Sesungguhnya sah-sah saja seseorang untuk turut larut dalam peringatan suatu hari tertentu meski secara konseptual tidak berakar dari budaya dan tuntunan ajaran agama kita. Namun sebagai umat yang menyakini bahwa ajaran agama merupakan pijakan pertama dan utama dalam berbuat, maka konsep ajaran (ritual) agama tak boleh dikesampingkan apalagi sampai ditiadakan. Katakanlah seperti hari “otonan”, sebenarnya jauh lebih mulia dilaksanalan dari pada sekedar merayakan hari ulang tahun. Alasannya, upacara “ngotonin” itu melingkupi keseluruhan aspek yang dibutuhkan dalam memperingati hari kelahiran.

Pertama, aspek ritual dengan media upakara/banten Ngotonin sebagai pengamalan ajaran yajna dengan makna sebagai ungkapan angayu bagia atas waranugraha-Nya berupa kerahayuan sehingga berkesempatan mendapatkan tambahan umur. Kedua, aspek spiritual dengan media doa, japa, mantra yang mengiringi upacara Ngotonin merupakan nilai tinggi yang didapat bagi seseorang dalam rangka meningkatkan sraddha dan bhaktinya kepada Hyang Widhi, dan Bhatara-Bhatari. Dan ketiga, aspek seremonial berupa kemeriahan atau kesemarakan di mana bersama anggota keluarga bersama-sama menikmati “surudan banten ngotonin” merupakan peristiwa penuh nuansa agamais.

Dibandingkan dengan acara peringatan hari ulang tahun, tanpa bermaksud meremehkan, tetapi begitu yang nampak menggejala, umumnya lebih menampakan aspek seremonial saja. Di situ akan ditampilakan acara-acara yang cenderung bersifat hura-hura, makan, minum sepuasnya malah tidak jarang sampai teller. Sedang hakikat peringatan ulang tahunnya terlewati begitu saja saja seiring usainya acara pesta ulang tahun yang bersangkutan.
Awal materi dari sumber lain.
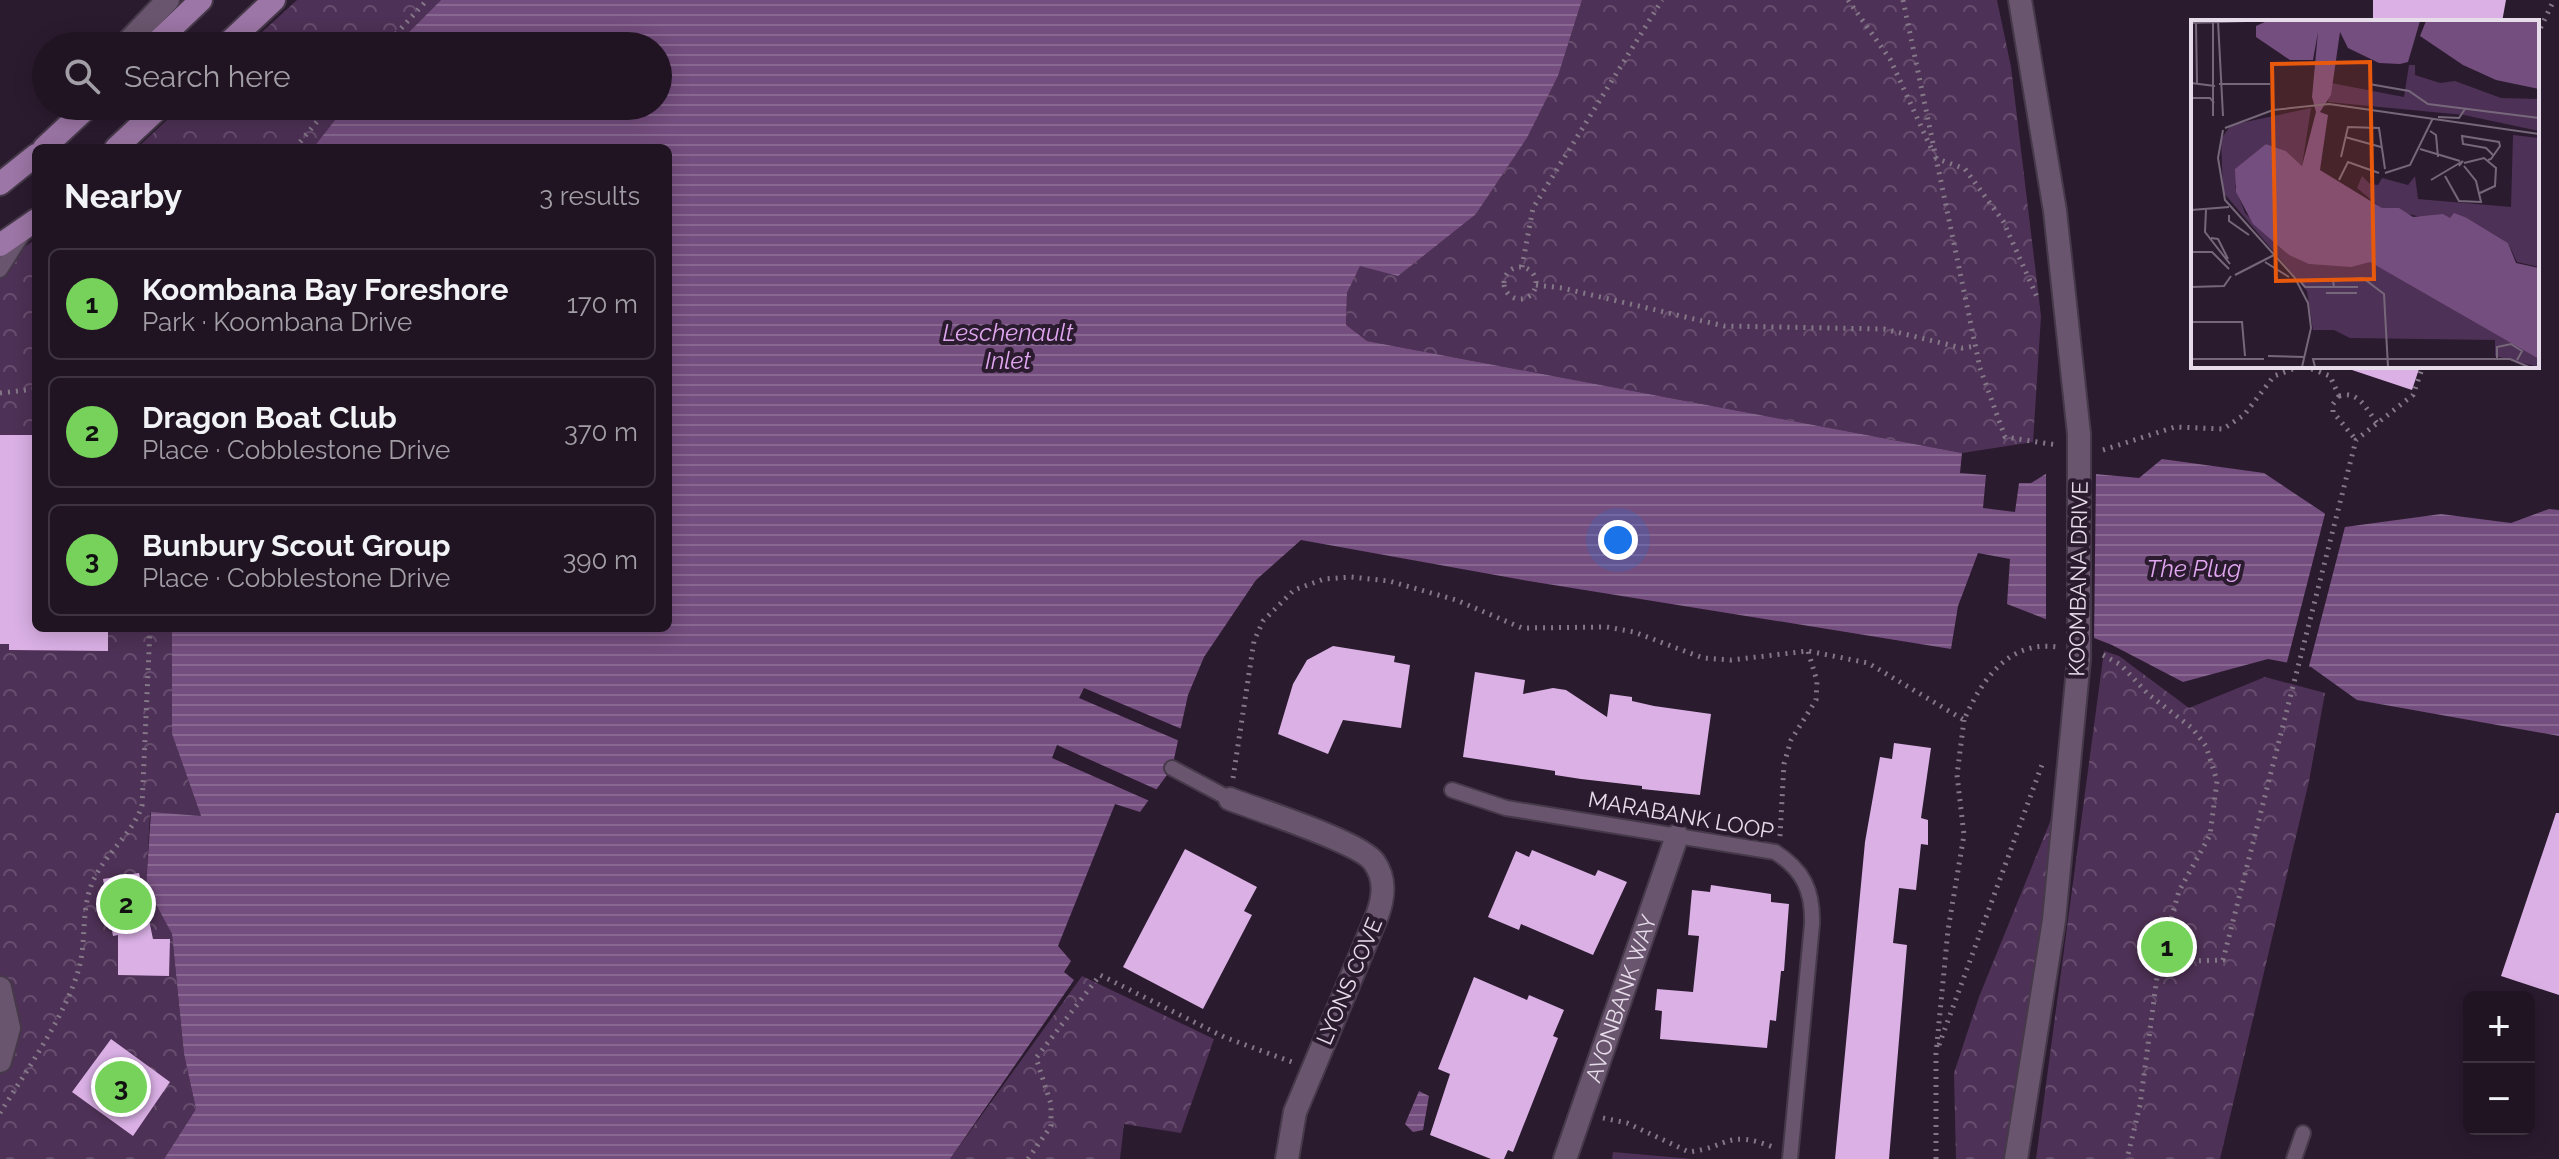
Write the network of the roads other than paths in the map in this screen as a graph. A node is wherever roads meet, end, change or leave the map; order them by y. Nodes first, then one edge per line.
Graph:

Jadi, tindakan untuk mengutamakan peringatan hari ulang tahun melalui “ngotonin” amat terpuji, meski bukan berarti harus melarang sang anak untuk berulang tahun. Tetapi adalah lebih baik dan benar melaksanakan “ngotonin” dari pada merayakan hari ulang tahun yang notabena bukan kewajiban agama.